Task description ::
Go through the material below and count the lines containing the word "thumb". Give that number by itself.

Information given ::
____
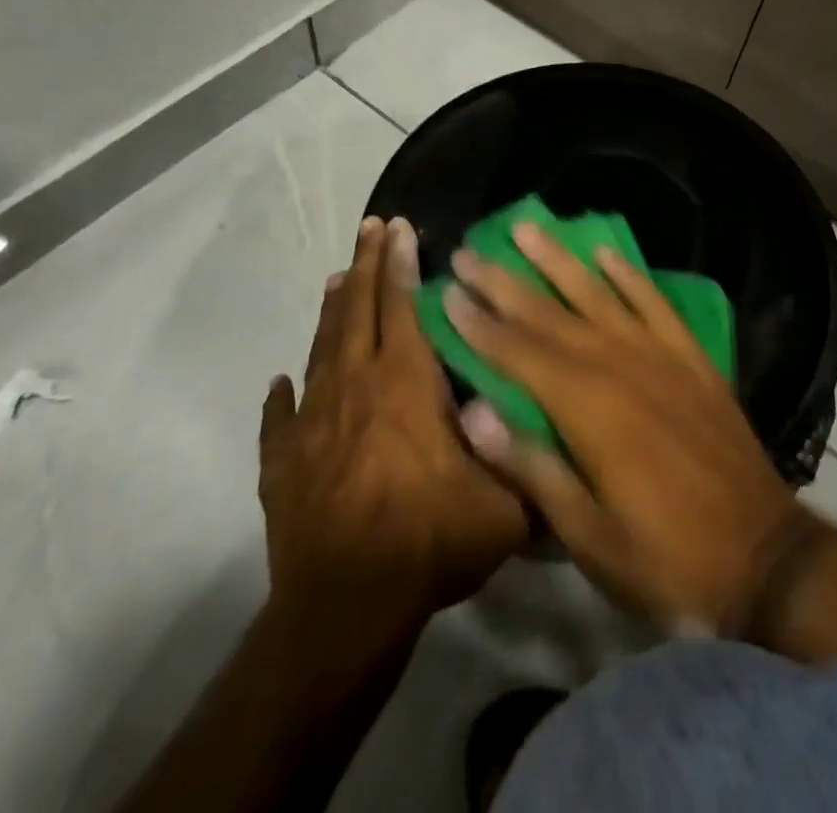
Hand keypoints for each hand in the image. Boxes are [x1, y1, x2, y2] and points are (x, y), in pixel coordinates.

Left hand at [258, 217, 528, 618]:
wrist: (344, 609)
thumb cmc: (429, 541)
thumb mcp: (505, 506)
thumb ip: (532, 463)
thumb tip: (556, 434)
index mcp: (406, 383)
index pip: (402, 306)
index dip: (400, 263)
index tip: (398, 226)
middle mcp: (356, 387)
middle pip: (358, 311)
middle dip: (366, 264)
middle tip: (370, 227)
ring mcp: (313, 423)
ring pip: (321, 350)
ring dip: (331, 312)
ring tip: (337, 279)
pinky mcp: (282, 463)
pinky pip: (280, 418)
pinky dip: (281, 397)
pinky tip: (279, 382)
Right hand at [442, 223, 831, 636]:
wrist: (763, 555)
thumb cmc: (664, 558)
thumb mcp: (587, 535)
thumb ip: (530, 467)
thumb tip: (471, 411)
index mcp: (587, 409)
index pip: (518, 354)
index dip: (479, 323)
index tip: (447, 289)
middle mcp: (619, 366)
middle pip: (549, 315)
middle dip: (505, 282)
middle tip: (469, 250)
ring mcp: (660, 356)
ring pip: (598, 294)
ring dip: (560, 260)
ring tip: (528, 227)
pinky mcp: (692, 358)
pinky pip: (655, 303)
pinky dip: (629, 275)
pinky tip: (605, 253)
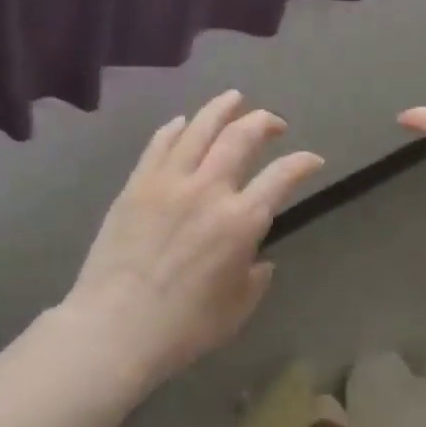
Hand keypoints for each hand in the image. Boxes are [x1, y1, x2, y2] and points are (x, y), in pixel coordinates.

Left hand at [67, 91, 323, 380]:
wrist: (113, 328)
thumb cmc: (182, 328)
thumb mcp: (236, 310)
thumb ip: (255, 279)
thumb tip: (259, 260)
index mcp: (240, 221)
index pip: (283, 176)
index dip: (303, 163)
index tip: (313, 160)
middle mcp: (208, 190)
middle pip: (241, 137)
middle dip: (264, 122)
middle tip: (274, 123)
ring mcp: (168, 182)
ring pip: (200, 128)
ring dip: (222, 108)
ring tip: (234, 98)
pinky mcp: (136, 185)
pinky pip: (159, 144)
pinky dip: (176, 127)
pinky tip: (184, 122)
____
Reply to the task ::
12